If users try to install IE10 Platform Preview on a Vista machine, they’ll receive an error message and the installer software will shut down.
However, it looks to me Microsoft is more focused on maintaining their market value then technical aspect. The latest market values for Microsoft Windows 7 has reached to great heights outshining Vista. Windows 7 is officially close to the same market value as windows Xp ( but still XP rules as it is widely used by a normal user). This explains why Microsoft has dropped the vista support for IE 10.
If you are an Vista user, i would recommend you to upgrade to Windows 7 cause once Microsoft stops supporting an application the support for other application will automatically be stopped as well. I think Vista will become a next Windows Millenium.

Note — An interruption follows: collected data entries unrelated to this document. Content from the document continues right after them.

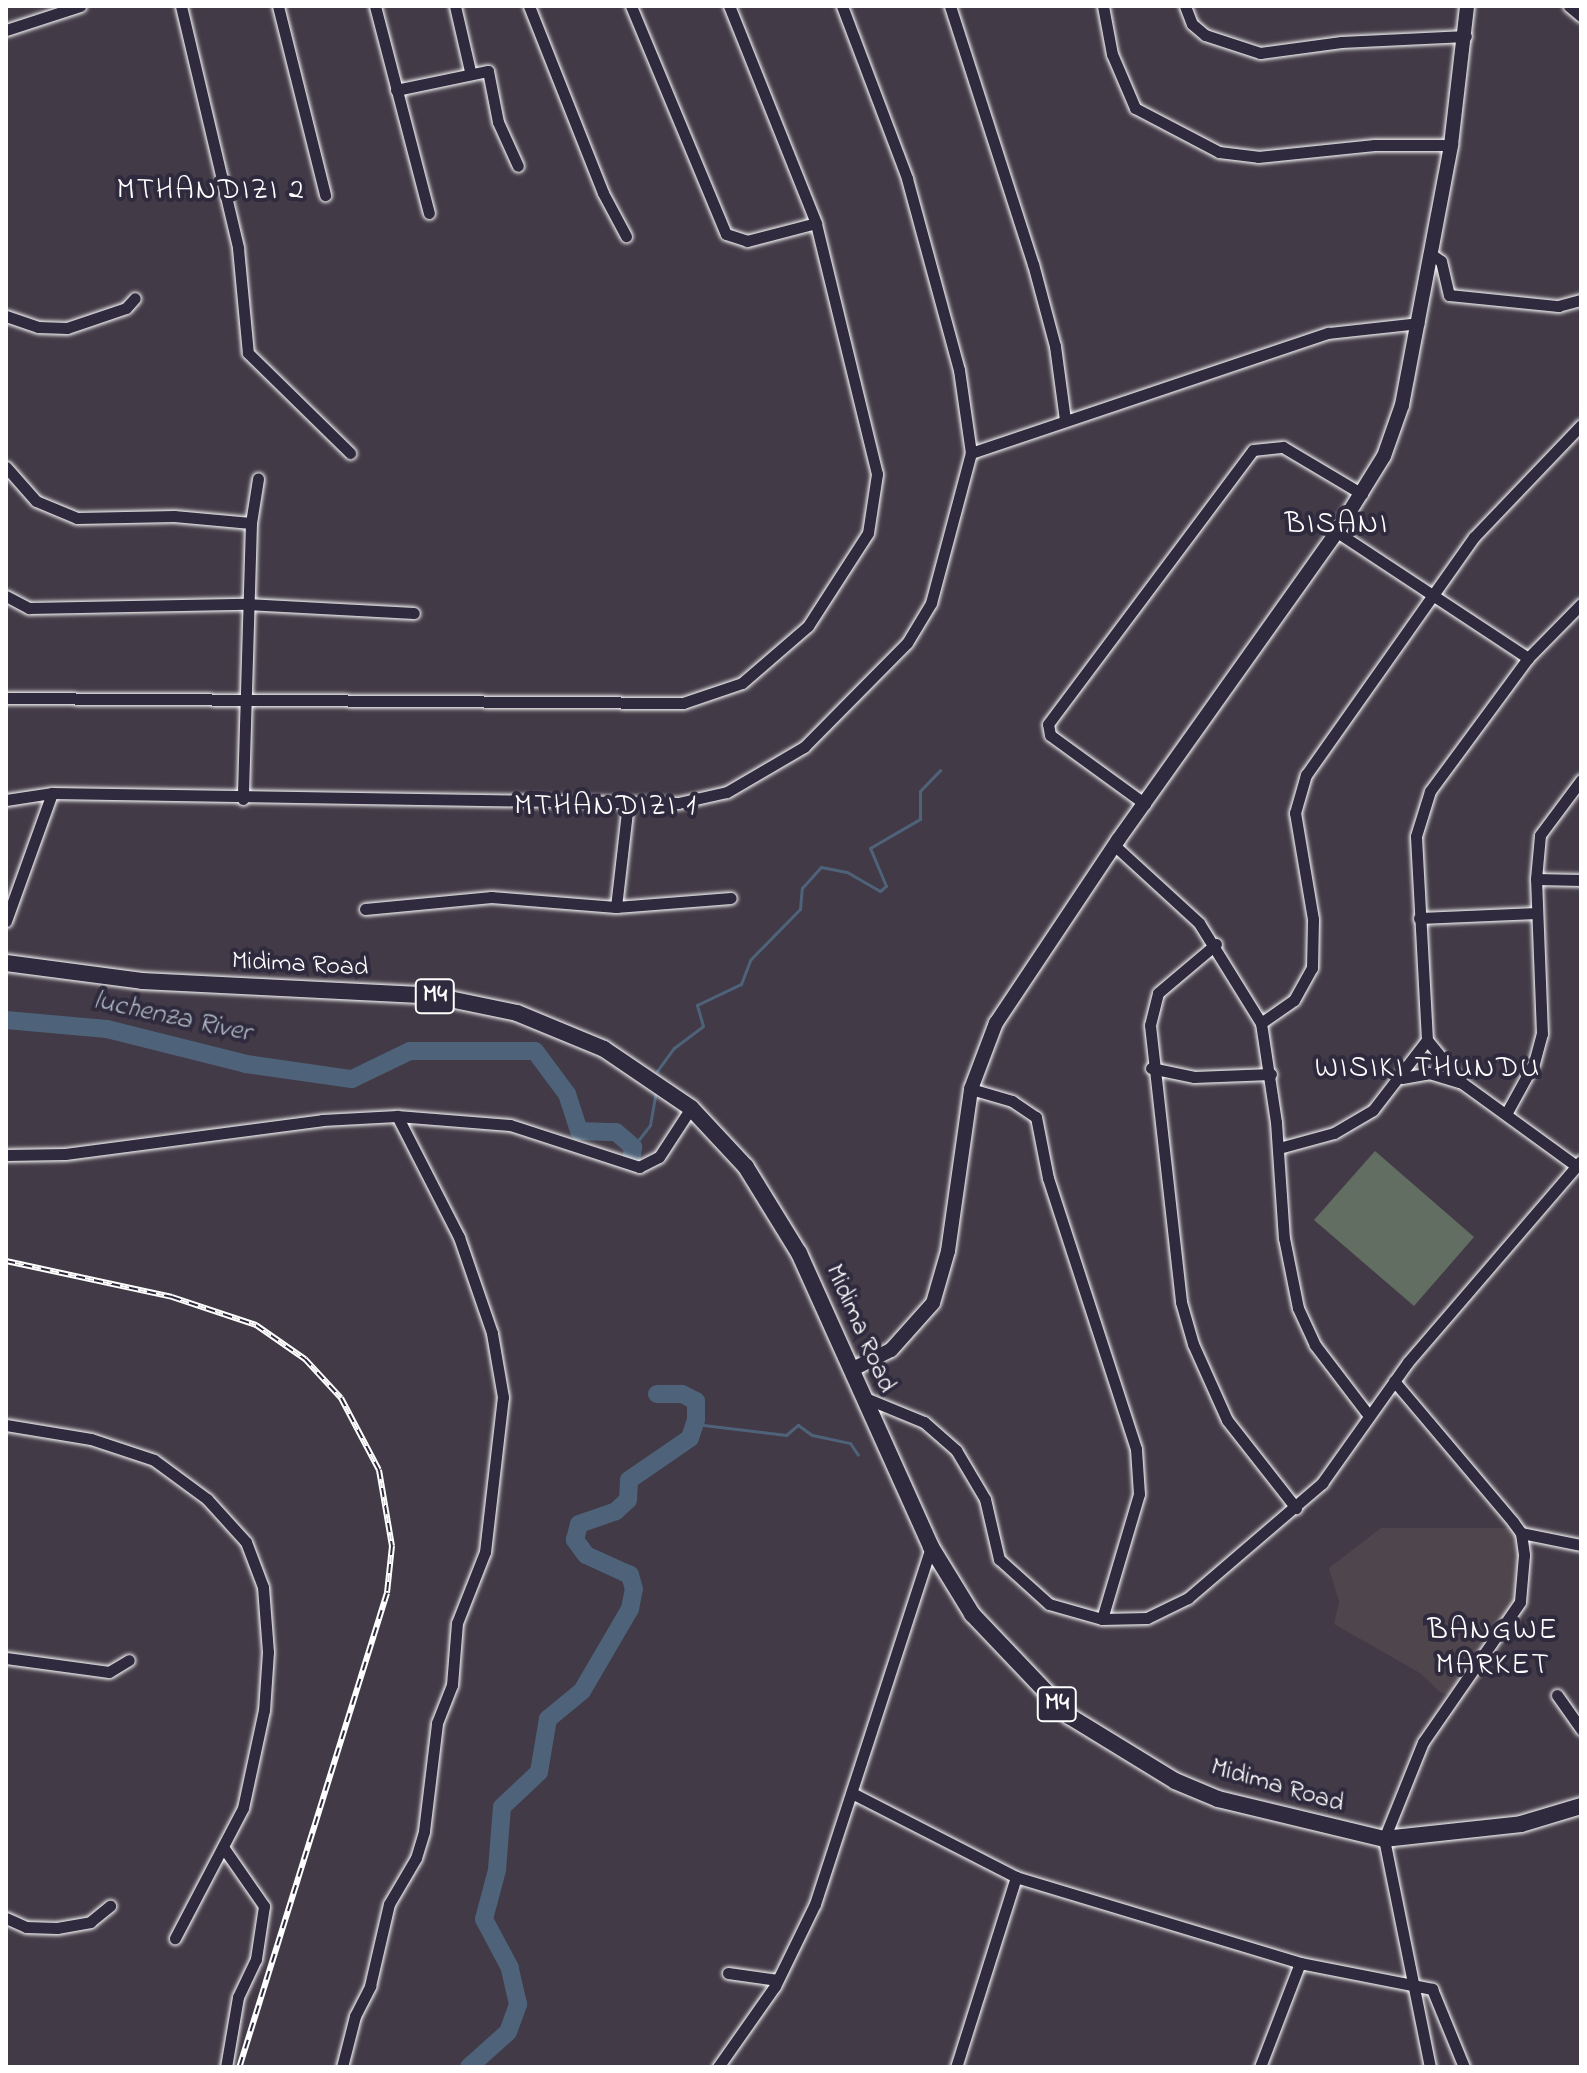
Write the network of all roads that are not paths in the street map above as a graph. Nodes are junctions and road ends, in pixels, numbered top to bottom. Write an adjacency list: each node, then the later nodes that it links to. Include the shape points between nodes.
1 (80, 6): 16 (street)
2 (181, 6): 33 (street, via 238,248 248,353)
3 (278, 6): 22 (street)
4 (375, 6): 19 (street)
5 (455, 6): 18 (street)
6 (529, 6): 25 (street, via 603,193)
7 (631, 6): 24 (street, via 726,234 747,241)
8 (729, 6): 24 (street)
9 (842, 6): 34 (street, via 907,178 959,370)
10 (950, 6): 31 (street, via 1033,264 1055,346)
11 (1103, 6): 20 (street, via 1112,54 1135,108 1219,152 1258,157 1374,145)
12 (1185, 6): 17 (street, via 1192,24 1205,35 1260,53 1341,42)
13 (1467, 6): 17 (street)
14 (1569, 6): 15 (street)
15 (1581, 16)
16 (6, 30)
17 (1466, 36): 20 (street)
18 (470, 71): 19 (street); 21 (street, via 491,75 498,122)
19 (396, 90): 23 (street)
20 (1451, 145): 26 (street)
21 (518, 166)
22 (325, 195)
23 (429, 213)
24 (816, 223): 47 (street, via 855,371 877,474 877,499 868,533 839,586 808,626 764,667 709,697 642,707 442,699)
25 (626, 236)
26 (1431, 254): 28 (street, via 1441,261 1449,295 1558,306); 30 (street)
27 (135, 298): 29 (street, via 126,308 67,328 38,327)
28 (1581, 300)
29 (6, 316)
30 (1418, 323): 31 (street, via 1328,333); 37 (street, via 1395,427)
31 (1065, 420): 34 (street)
32 (1581, 425): 40 (street, via 1474,537)
33 (350, 453)
34 (971, 453): 52 (street, via 931,603 907,643 804,747 778,766 705,799)
35 (6, 467): 38 (street, via 36,501 77,518 174,516)
36 (258, 479): 38 (street)
37 (1362, 494): 39 (street); 53 (street, via 1283,447 1253,450 1048,724 1050,735)
38 (251, 523): 42 (street)
39 (1337, 532): 40 (street); 53 (street)
40 (1435, 594): 45 (street); 65 (street, via 1299,787 1296,826 1313,919 1312,968 1294,1000)
41 (6, 596): 42 (street, via 29,608)
42 (246, 604): 44 (street); 47 (street)
43 (1581, 604): 45 (street)
44 (414, 613)
45 (1528, 658): 61 (street, via 1422,805 1416,836)
46 (6, 698): 47 (street)
47 (243, 701): 50 (street)
48 (1581, 780): 55 (street, via 1540,835)
49 (52, 793): 50 (street); 51 (street); 62 (street)
50 (243, 799): 52 (street)
51 (6, 800)
52 (628, 803): 58 (street)
53 (1145, 804): 54 (street)
54 (1114, 845): 63 (street, via 1181,902); 71 (street, via 1002,1012)
55 (1536, 879): 56 (street); 60 (street)
56 (1581, 880)
57 (731, 898): 58 (street)
58 (616, 907): 59 (street, via 514,897)
59 (365, 909)
60 (1537, 913): 61 (street); 73 (street, via 1542,1034 1534,1063)
61 (1419, 918): 66 (street)
62 (6, 921)
63 (1216, 944): 65 (street); 67 (street, via 1158,993 1150,1025)
64 (6, 963): 72 (main road, Midima Road / M4, via 142,981 475,1002 604,1049)
65 (1261, 1023): 68 (street)
66 (1427, 1040): 69 (street); 70 (street)
67 (1151, 1068): 68 (street, via 1194,1077); 83 (street, via 1181,1302 1193,1344 1227,1420)
68 (1271, 1074): 75 (street)
69 (1402, 1079): 70 (street, via 1429,1073); 75 (street, via 1354,1123)
70 (1462, 1083): 73 (street)
71 (971, 1089): 78 (street, via 948,1251 933,1303 891,1350); 87 (street, via 1012,1101 1036,1117 1048,1178 1136,1449 1139,1494)
72 (691, 1108): 74 (street, via 659,1157 639,1167 510,1125); 78 (main road, Midima Road / M4, via 764,1193 799,1253)
73 (1506, 1114): 77 (street)
74 (397, 1116): 76 (street, via 322,1120 65,1154); 106 (street, via 459,1237 492,1333 503,1397 485,1552 457,1623 452,1685 437,1723 427,1819 416,1858 389,1904 370,1986 355,2016)
75 (1279, 1148): 81 (street, via 1284,1238 1298,1308 1315,1345)
76 (6, 1155)
77 (1578, 1163): 79 (street)
78 (851, 1370): 80 (main road, Midima Road / M4)
79 (1394, 1381): 81 (street); 84 (street)
80 (862, 1396): 86 (main road, Midima Road / M4); 87 (street, via 924,1422 956,1450 985,1499 999,1559 1049,1604)
81 (1369, 1416): 83 (street, via 1337,1465)
82 (6, 1425): 95 (street, via 91,1439 154,1460 207,1499 246,1542 263,1587 268,1652 264,1710 243,1808)
83 (1296, 1508): 87 (street, via 1188,1598 1147,1618)
84 (1521, 1533): 85 (street); 94 (street, via 1520,1602 1423,1742)
85 (1581, 1545)
86 (931, 1547): 92 (street); 94 (main road, Midima Road / M4, via 972,1614 1069,1716 1175,1781 1218,1799)
87 (1102, 1619)
88 (6, 1658): 89 (street, via 109,1672)
89 (129, 1660)
90 (1557, 1695): 91 (street)
91 (1581, 1729)
92 (852, 1793): 96 (street); 102 (street, via 815,1904)
93 (1581, 1806): 94 (main road, Midima Road / M4, via 1521,1824)
94 (1384, 1839): 103 (street)
95 (223, 1847): 99 (street); 105 (street, via 264,1906 256,1959 238,1997)
96 (1016, 1877): 100 (street); 104 (street)
97 (110, 1906): 98 (street, via 90,1922 57,1928 26,1927)
98 (6, 1918)
99 (175, 1938)
100 (1300, 1963): 103 (street); 108 (street)
101 (728, 1973): 102 (street)
102 (778, 1980): 107 (street)
103 (1413, 1987): 109 (street); 110 (street, via 1432,1989)
104 (958, 2066)
105 (226, 2067)
106 (342, 2067)
107 (718, 2067)
108 (1260, 2067)
109 (1430, 2067)
110 (1464, 2067)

Moreover, i came around an interesting article on What’s new in IE 10 in pcmag, i have added the article on IE10 new features as taken from PCmag.com,
What’s New in IE10?
Leaving the hardware acceleration controversy aside for a moment, just what’s new for IE10? Not much for the end user, at this point: The new version 10 preview, as with the Platform Previews for version 9, sports none of the browser’s “chrome,” or interface elements—just an underlying Web rendering engine. That means no bookmarks, history, or even a Back button. And very few sites currently take advantage of the new HTML5 capabilities supported in IE10 Platform Preview: CSS3 Multi-column Layout, CSS3 Grid Layout and CSS3 Flexible Box Layout, CSS3 Gradients, and ES5 Strict Mode.

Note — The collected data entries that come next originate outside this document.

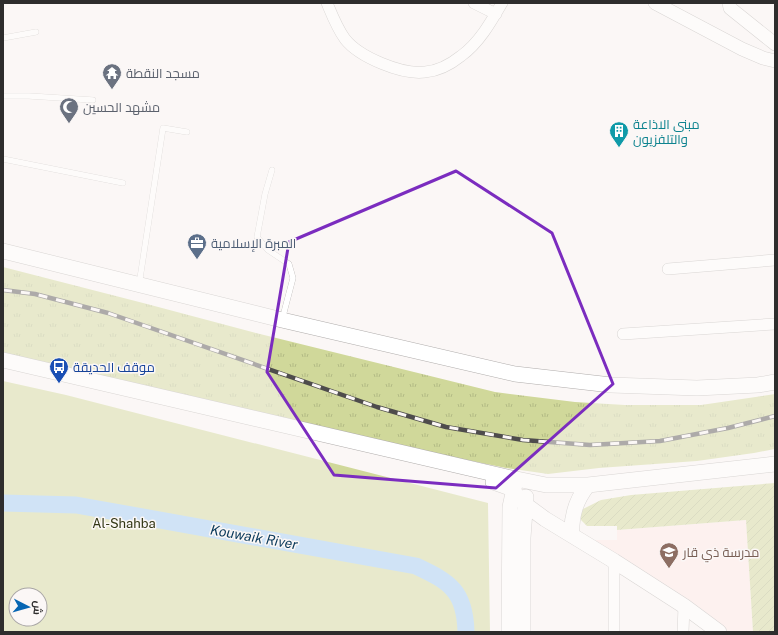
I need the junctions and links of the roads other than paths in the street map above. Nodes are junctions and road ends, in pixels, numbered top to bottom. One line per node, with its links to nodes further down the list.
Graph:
1 (327, 3): 6 (street)
2 (474, 3): 6 (street)
3 (502, 3): 6 (street)
4 (655, 3): 10 (street)
5 (729, 3): 9 (street)
6 (496, 14)
7 (36, 32): 8 (lane)
8 (3, 38)
9 (775, 44)
10 (775, 61)
11 (3, 96): 12 (lane)
12 (93, 100)
13 (186, 132): 20 (lane)
14 (3, 160): 16 (lane)
15 (272, 170): 21 (lane)
16 (123, 184)
17 (3, 251): 20 (main road)
18 (775, 260): 19 (street)
19 (668, 269)
20 (139, 285): 21 (main road)
21 (282, 320): 26 (main road)
22 (775, 324): 23 (street)
23 (622, 334)
24 (3, 360): 28 (main road)
25 (3, 366): 28 (main road)
26 (775, 382)
27 (775, 464): 29 (main road)
28 (518, 483): 29 (main road); 30 (main road); 36 (main road)
29 (588, 485): 33 (main road)
30 (526, 505): 31 (main road); 32 (main road)
31 (545, 519): 32 (main road); 33 (main road)
32 (524, 528): 37 (main road)
33 (572, 535): 34 (main road)
34 (614, 561): 35 (main road); 38 (street)
35 (684, 606): 39 (street); 40 (main road)
36 (509, 632)
37 (523, 632)
38 (614, 632)
39 (683, 632)
40 (719, 632)

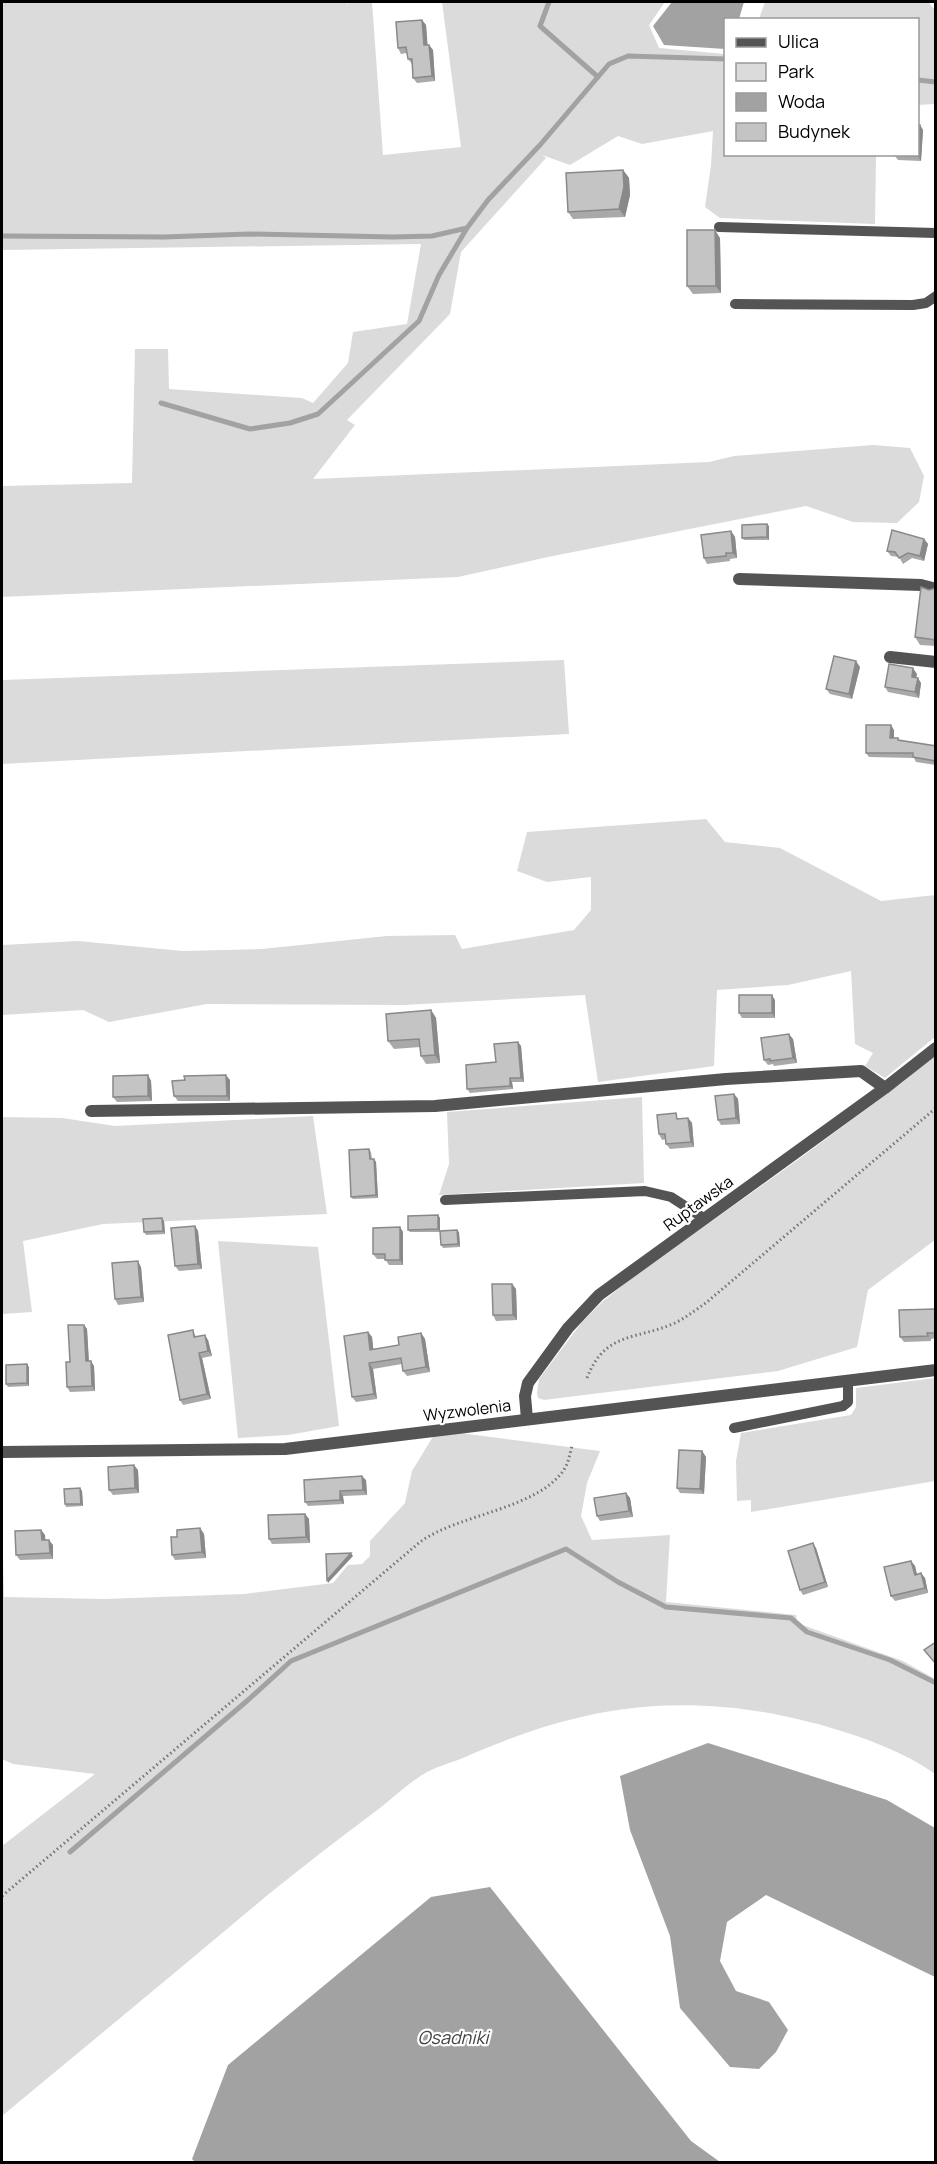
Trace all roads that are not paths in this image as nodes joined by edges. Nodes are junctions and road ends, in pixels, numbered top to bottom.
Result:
1 (719, 227) dead end
2 (936, 233) edge
3 (936, 296) edge
4 (735, 304) dead end
5 (739, 579) dead end
6 (936, 589) edge
7 (890, 657) dead end
8 (936, 662) edge
9 (936, 1048) edge
10 (885, 1088) junction
11 (91, 1112) dead end
12 (445, 1200) dead end
13 (705, 1219) junction
14 (936, 1370) edge
15 (848, 1380) junction
16 (527, 1419) junction
17 (734, 1428) dead end
18 (2, 1452) edge

1 - 2 lane
3 - 4 lane
5 - 6 street
7 - 8 street
9 - 10 street, Ruptawska
10 - 11 street
10 - 13 street, Ruptawska
12 - 13 lane
13 - 16 street, Ruptawska
14 - 15 street, Wyzwolenia
15 - 16 street, Wyzwolenia
15 - 17 lane
16 - 18 street, Wyzwolenia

The IE team has graciously provided some test pages that demonstrate these capabilties, however, at the IETestdrive site. They’ve also added new speed demos, including a new Fishbowl benchmark and a paintball game. I took the browser out for a spin using these and other non-Microsoft tests.
First I’ll compare the three big current browsers—using Microsoft’s new speed demos—and then I’ll run some alternative performance benchmarks from other sources. Of course, keep in mind that I’m comparing IE pre-release code to released versions of the other browsers. This is intentional, in order to show what kind of improvements we can expect compared with what’s out there today. I tested using a medium-powered laptop, the Dell XPS M1330 with a 2.6-GHz Intel Core 2 Duo CPU and 3GB RAM running 32-bit Windows 7 Ultimate.
On Microsoft’s new Fishbowl benchmark, you can now choose a lot more settings than you could in the earlier FishIE test: you can add a video background and effects like shine and shadow on the bowl as well as HTML5 audio of the filter sound. And you can now go up to 2,000 fish. With everything turned on and 50 fish loaded, IE10 PP1 clocked in at 40 frames per second, compared with 12fps for Chrome 10. Surprisingly, Firefox 4, which also uses hardware acceleration, came out a tad faster than IE10 PP1, at 42fps. IE9 took much longer to load the test, and then swung up and down between 38 and 56fps.
Possibly the best demonstration of hardware acceleration is the new Paintball demo, which splats colorful paint blobs across text on the screen. On this test, IE10 displayed the paint shots in rapid fire, taking 30.36 seconds to deliver 171.97 paintballs per minute. On the same test and PC, Chrome 10 was noticeably slower to shoot, took 67.94 seconds to shoot 76.83 paintballs, and didn’t display the intro page correctly. Firefox 4 did display the intro page correctly, but not the test itself or the result numbers.